:: MATERIALS PROVIDED ::

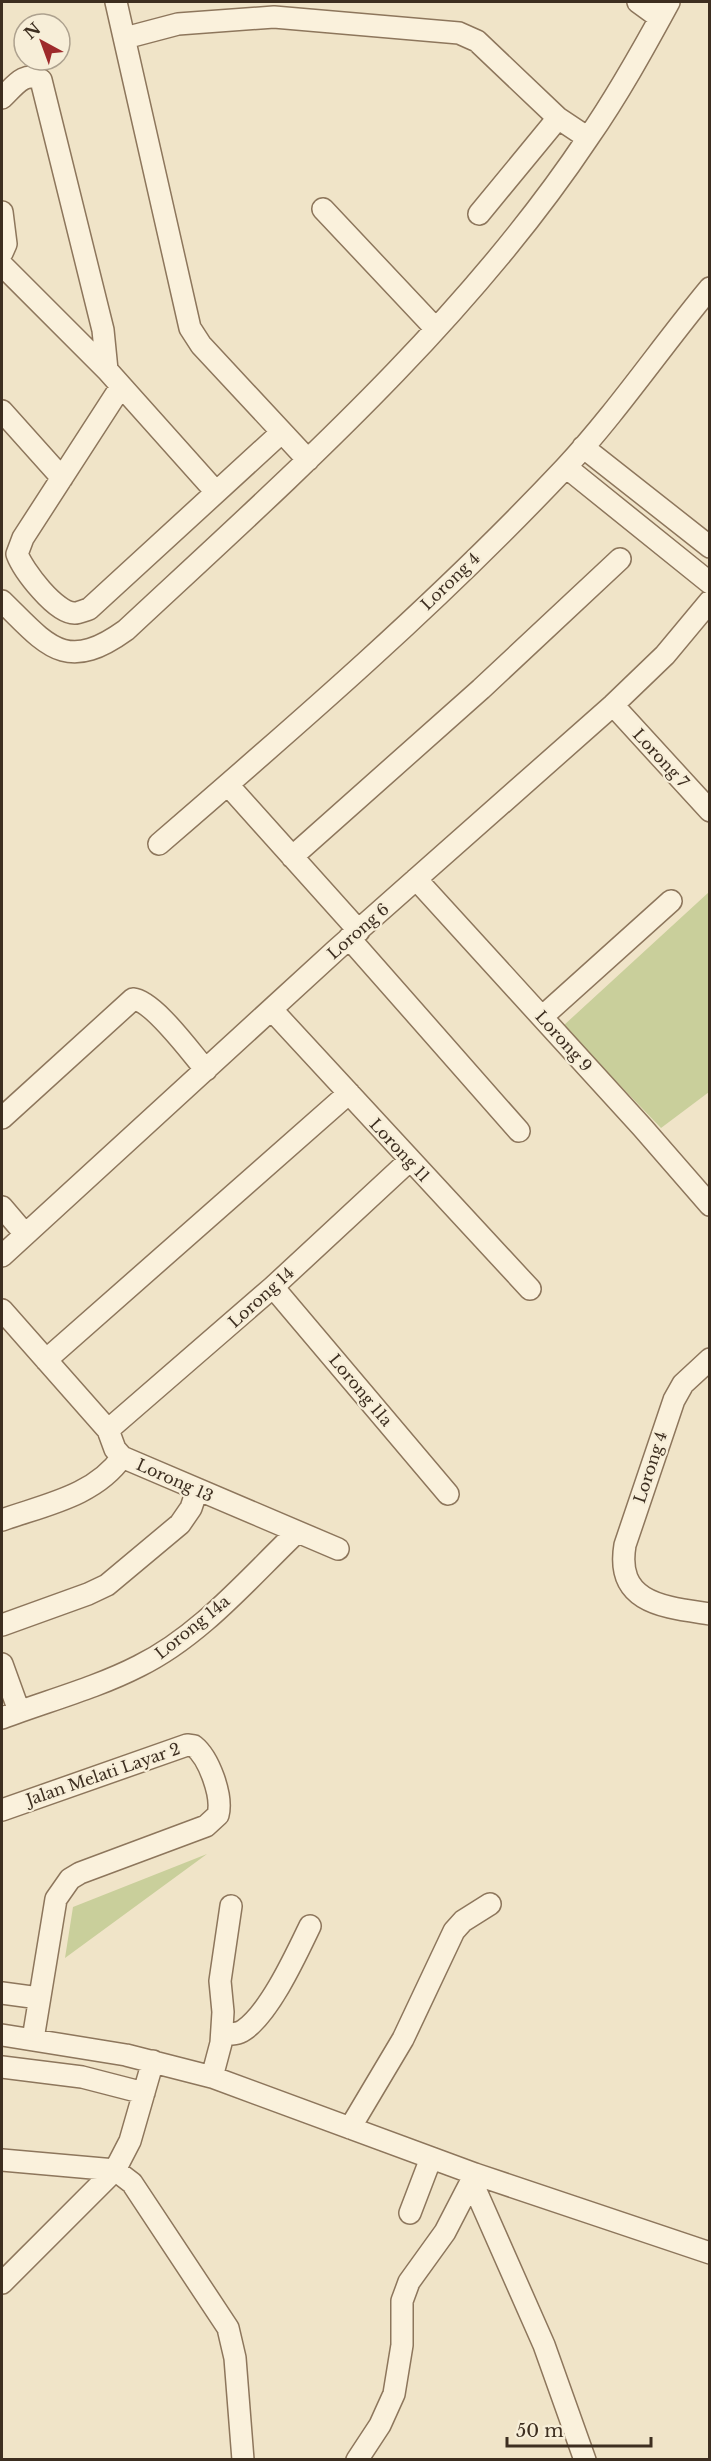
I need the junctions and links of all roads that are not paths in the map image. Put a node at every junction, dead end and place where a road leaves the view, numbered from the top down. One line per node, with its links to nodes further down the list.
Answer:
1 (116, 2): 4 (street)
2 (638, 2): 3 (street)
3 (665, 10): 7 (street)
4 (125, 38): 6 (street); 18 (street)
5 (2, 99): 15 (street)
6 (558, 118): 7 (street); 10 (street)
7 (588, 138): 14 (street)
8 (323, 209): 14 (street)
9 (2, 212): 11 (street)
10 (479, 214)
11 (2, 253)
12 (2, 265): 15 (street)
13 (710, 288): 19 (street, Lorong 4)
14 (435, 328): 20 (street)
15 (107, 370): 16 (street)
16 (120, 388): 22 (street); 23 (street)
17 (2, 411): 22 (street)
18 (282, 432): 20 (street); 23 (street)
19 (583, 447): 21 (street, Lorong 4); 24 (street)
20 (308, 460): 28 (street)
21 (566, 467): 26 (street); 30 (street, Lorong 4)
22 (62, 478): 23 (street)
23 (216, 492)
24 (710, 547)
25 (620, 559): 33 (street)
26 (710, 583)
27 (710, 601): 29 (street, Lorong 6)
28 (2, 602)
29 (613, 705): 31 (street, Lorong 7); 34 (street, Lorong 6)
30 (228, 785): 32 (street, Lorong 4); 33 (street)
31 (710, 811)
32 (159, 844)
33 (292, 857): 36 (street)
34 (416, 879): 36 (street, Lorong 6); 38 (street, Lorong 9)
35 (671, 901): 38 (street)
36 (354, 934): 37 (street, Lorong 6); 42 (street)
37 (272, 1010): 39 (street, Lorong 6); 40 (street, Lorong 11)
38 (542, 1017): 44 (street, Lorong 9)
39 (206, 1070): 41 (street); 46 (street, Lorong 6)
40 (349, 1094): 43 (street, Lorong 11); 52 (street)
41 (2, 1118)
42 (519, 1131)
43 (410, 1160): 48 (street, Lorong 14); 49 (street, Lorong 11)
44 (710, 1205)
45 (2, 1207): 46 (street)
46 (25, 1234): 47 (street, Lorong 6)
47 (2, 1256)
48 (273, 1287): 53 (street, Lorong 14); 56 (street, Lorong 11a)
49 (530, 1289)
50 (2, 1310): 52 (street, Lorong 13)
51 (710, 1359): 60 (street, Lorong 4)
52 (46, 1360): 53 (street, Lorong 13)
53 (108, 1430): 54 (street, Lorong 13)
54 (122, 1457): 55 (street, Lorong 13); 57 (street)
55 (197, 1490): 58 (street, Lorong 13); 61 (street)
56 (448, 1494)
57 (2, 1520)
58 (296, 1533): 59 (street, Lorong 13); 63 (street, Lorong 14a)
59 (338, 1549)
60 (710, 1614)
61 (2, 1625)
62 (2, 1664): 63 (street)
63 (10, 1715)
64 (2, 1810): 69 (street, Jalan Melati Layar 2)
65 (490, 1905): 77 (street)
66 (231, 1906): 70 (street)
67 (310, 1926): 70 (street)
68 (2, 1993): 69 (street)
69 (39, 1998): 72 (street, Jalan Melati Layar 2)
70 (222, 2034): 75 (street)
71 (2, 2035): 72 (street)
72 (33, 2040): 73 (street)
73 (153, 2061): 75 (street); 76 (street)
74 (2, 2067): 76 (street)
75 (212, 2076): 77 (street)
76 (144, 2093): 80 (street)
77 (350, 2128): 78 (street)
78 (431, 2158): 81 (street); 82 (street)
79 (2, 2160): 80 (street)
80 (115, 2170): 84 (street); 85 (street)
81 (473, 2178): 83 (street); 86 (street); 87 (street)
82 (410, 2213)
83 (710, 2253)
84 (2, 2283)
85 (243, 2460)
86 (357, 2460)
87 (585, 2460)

:::
:: MATERIALS PROVIDED ::

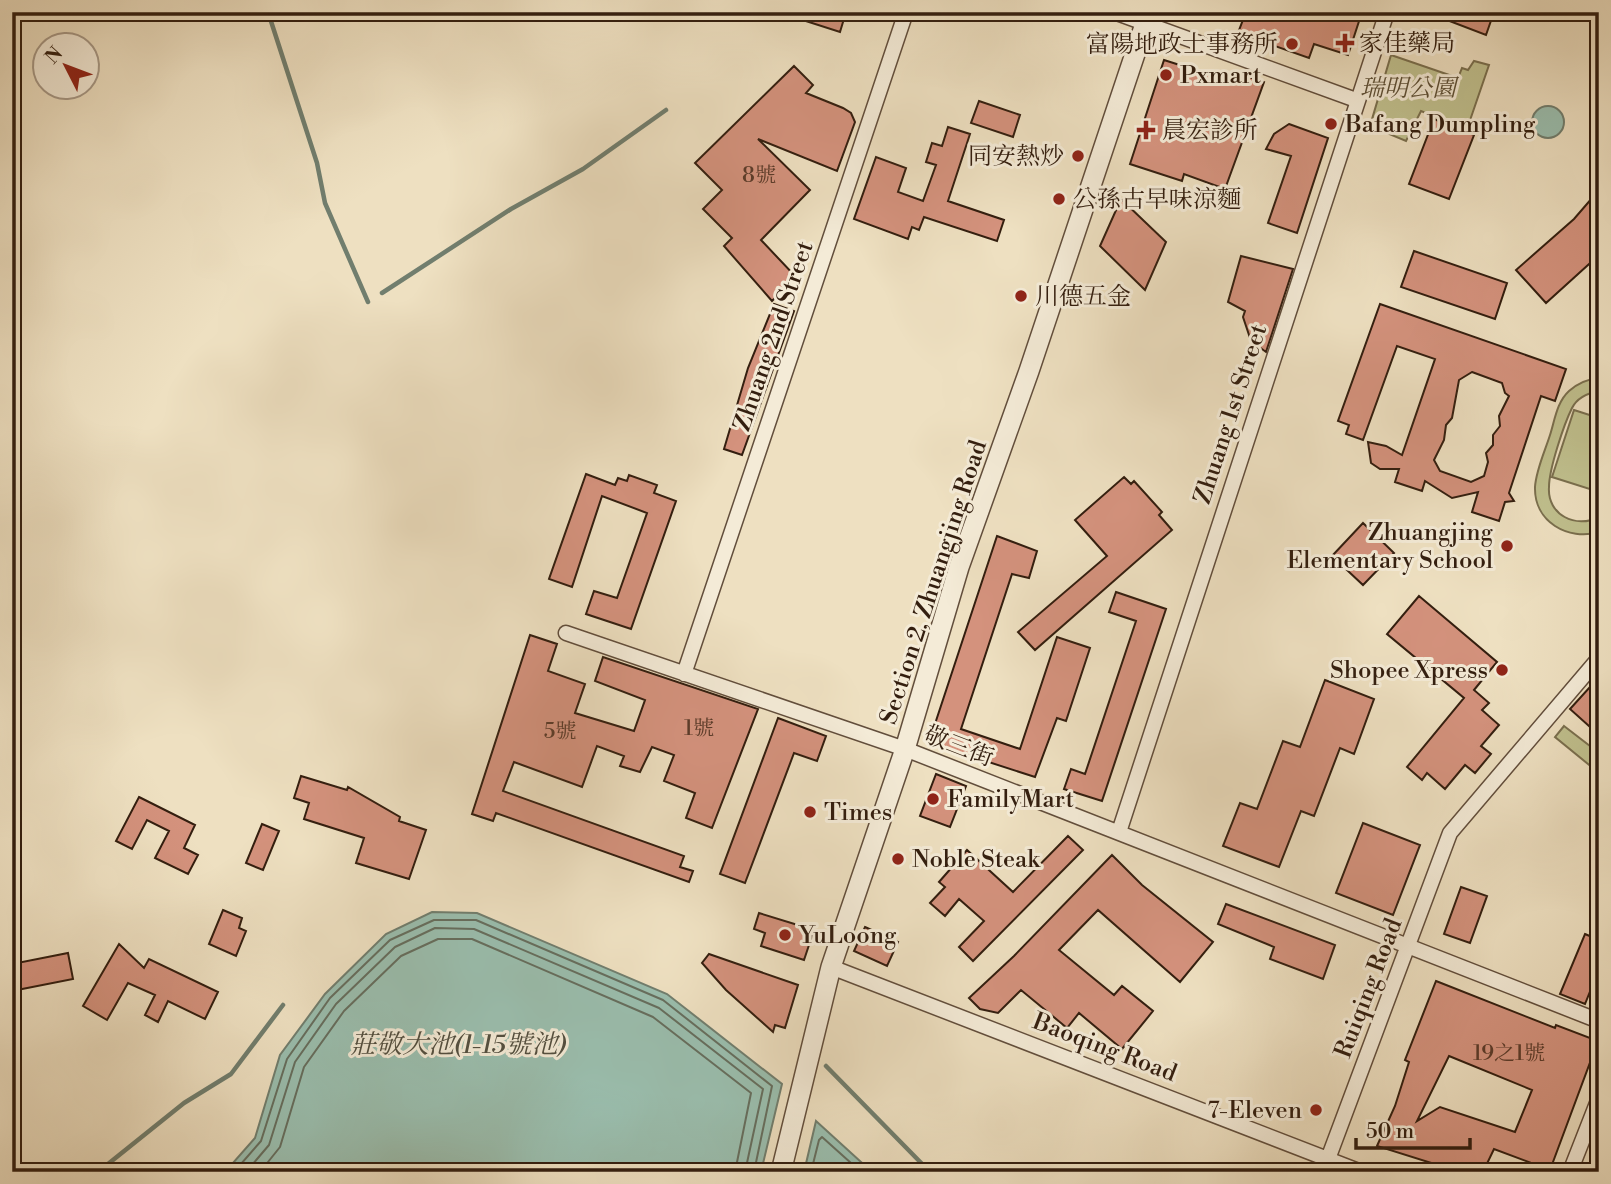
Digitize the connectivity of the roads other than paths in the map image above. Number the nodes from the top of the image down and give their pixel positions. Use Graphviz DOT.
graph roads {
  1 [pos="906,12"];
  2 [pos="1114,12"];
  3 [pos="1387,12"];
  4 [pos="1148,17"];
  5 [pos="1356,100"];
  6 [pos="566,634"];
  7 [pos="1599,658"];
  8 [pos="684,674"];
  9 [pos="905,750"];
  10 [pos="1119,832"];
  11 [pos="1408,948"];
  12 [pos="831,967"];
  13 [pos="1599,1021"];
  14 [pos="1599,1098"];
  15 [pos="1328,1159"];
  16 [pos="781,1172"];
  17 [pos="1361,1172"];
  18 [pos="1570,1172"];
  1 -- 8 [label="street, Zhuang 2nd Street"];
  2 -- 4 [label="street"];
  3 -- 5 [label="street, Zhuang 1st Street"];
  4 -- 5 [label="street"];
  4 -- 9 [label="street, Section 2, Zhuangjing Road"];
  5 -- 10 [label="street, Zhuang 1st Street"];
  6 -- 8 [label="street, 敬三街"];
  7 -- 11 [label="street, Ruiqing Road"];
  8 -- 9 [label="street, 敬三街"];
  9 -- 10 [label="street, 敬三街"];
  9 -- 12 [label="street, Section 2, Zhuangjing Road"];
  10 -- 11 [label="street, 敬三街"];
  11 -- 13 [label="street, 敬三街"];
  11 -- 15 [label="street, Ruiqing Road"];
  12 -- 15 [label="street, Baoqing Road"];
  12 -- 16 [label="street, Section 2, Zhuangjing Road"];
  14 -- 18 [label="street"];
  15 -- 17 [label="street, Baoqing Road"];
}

:::
:: MATERIALS PROVIDED ::

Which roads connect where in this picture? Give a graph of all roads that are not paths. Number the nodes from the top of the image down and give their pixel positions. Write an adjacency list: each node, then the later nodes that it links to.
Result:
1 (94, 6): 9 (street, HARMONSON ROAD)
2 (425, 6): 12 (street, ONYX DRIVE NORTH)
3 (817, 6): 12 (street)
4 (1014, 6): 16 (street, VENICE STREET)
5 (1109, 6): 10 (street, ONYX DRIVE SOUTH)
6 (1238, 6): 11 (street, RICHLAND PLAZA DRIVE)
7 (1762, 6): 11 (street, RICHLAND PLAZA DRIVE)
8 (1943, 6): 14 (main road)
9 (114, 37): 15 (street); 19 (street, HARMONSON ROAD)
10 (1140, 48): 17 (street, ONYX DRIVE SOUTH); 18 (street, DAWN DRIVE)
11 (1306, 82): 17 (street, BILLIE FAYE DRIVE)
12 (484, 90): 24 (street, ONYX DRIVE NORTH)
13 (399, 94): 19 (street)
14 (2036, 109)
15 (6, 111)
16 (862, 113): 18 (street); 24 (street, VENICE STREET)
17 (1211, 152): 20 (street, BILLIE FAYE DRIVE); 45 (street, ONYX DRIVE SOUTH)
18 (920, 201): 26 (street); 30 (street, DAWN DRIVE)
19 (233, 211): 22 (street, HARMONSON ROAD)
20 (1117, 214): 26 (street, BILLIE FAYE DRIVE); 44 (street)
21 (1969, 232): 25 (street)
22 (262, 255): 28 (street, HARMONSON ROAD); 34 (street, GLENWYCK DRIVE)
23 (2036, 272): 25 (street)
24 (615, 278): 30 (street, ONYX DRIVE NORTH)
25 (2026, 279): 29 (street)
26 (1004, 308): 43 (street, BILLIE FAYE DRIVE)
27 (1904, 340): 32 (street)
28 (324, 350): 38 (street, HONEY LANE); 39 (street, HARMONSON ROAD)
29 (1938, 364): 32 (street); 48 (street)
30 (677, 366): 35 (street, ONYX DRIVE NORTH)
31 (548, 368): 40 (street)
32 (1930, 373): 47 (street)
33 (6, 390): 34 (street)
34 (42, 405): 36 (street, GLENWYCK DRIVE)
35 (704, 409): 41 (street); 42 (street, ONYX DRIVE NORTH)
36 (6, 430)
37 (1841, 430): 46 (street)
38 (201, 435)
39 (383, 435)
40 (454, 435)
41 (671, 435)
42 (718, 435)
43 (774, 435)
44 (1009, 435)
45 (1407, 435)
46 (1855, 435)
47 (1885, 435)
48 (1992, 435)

:::

### BRIEF
Figure out how many lines above hold "FAYE", then give that number alone.

### RESULT OF THE EXERCISE
4